Blues tackles gender, racial stereotypes

Spoon Lake Blues made its world premiere at the Alliance Theatre’s Hertz Stage on April 1, and in doing so, left nothing to be desired.  The daring new play, written by a Kendeda Graduate Playwriting Competition finalist Josh Tobiessen, boldly challenges traditional gender and race stereotypes and very blatantly offers up a non-traditional solution: tolerance.

The play centers on the problems of two brothers, Brady, played by Jimi Kocina, and Denis, played by Luke Robertson. Both come from poor backgrounds, and have seemingly poor futures. Denis is a typical beer-drinking ex-con, who is blatantly racist and not accepting of any amount of change to his current situation.  Brady, on the other hand, seemingly wants to be black, or at least what he perceives to be the current stereotypical black: with stolen “bling,” baggy pants and a backwards hat.

In an effort to save their family’s house from the bank, they turn to robbery, and come up with a system for stealing from their wealthy neighbors in the mountains.  Denis develops a partnership with the local sheriff, Abigail, played by Veronika Duerr, who helps them find houses to rob. All the while, she forces Denis into bed and offers advice on the most current racial stereotypes. “The terminology now is ‘person of color,’” she informs Denis.

In the process of one of their burglaries, they steal a picture frame that contains a portrait of a young, beautiful, successful African-American girl—everything they are not.  In an effort to defy the failings of his socio-economic situation, Brady seeks to win the affections of this lofty girl and, surprisingly, is able to bring her home.

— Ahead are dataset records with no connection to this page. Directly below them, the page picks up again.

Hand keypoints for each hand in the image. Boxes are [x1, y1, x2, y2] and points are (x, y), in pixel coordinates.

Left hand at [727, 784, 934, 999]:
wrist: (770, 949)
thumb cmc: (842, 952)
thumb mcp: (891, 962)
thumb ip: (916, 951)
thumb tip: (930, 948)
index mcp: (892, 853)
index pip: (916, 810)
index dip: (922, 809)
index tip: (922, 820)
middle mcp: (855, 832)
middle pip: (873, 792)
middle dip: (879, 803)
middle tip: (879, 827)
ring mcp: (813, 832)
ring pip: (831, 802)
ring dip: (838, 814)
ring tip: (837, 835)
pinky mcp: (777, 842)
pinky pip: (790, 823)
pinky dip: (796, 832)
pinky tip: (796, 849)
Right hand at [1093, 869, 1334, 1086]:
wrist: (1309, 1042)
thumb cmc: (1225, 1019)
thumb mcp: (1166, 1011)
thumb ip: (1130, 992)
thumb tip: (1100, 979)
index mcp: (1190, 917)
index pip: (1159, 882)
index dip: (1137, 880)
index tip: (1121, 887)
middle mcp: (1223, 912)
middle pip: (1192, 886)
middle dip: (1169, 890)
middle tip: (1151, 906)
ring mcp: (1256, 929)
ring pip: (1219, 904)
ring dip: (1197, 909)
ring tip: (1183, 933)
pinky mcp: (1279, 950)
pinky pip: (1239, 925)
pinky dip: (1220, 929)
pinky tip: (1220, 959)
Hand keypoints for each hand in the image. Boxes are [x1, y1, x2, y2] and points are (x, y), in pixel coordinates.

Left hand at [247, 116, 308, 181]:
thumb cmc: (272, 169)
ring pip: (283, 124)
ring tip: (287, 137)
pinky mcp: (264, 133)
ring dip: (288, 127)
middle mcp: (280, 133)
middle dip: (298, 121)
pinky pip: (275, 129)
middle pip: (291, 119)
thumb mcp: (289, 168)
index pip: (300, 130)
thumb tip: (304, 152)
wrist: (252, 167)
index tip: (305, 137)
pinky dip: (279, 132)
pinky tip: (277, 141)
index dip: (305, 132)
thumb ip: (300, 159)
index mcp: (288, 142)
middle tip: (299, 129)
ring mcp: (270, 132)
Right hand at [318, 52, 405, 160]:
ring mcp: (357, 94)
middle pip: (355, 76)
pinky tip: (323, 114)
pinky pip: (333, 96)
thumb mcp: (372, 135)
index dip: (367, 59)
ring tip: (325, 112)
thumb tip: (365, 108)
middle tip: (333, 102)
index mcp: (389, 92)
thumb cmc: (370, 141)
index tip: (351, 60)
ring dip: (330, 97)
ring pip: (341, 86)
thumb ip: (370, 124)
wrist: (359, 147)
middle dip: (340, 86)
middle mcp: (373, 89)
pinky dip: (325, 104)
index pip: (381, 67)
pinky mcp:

When introduced to the living quarters of the two brothers, Caitland, played by Lakisha Michelle May, cannot help but feel pity. Still, she seeks to embrace them for who they are and love them for it.  The bill collectors are constantly calling, and the brothers need money immediately.  The three develop a relationship, which eventually develops into a partnership, showing both rich and poor that they can live and work in harmony together for a greater goal.

Even though the play covers a number of typically “politically incorrect” topics, the script broaches the topics with a high level of tasteful humor and thoughtful insight.

Much of this insight is derived from the on-stage interactions between Denis and Caitland, who have an initially abrasive and sarcastic relationship.  Caitland continually makes humorous criticisms of Denis’ illogical mistakes, and he retorts with sarcastic remarks about her posh background.

Jimi Kocina undoubtedly steals the stage with the wide range of his character, who is one moment playing a wannabe black guy, and the next he is surprisingly talking his brother into taking a course of action or forgiving him for his idiocy.

Ultimately, Luke Robertson’s character, Denis, becomes the moral center of the play, very faintly playing a worn out, hard-working brother, rarely showing a soft side.  Later in the play, he shows that it is really killing him to see his family and house fall apart and gives us all a lesson in family values.

The script carefully intertwines jokes about racial stereotypes with the irony of Cailtand’s superior situation.  The role reversal is made to be that much funnier by Denis’ unapologetic racism and quips about America’s current situation such as, “Colored people have stuff worth stealing now!”

Despite being a sharp critique of both “political-correctness” and racial stereotypes, Spoon Lake Blues finds a way to tug at your heartstrings and capture an element of old-fashioned romance.   It is full of reflections on the importance of family history and shows exactly how sometimes the less important things can bring people together.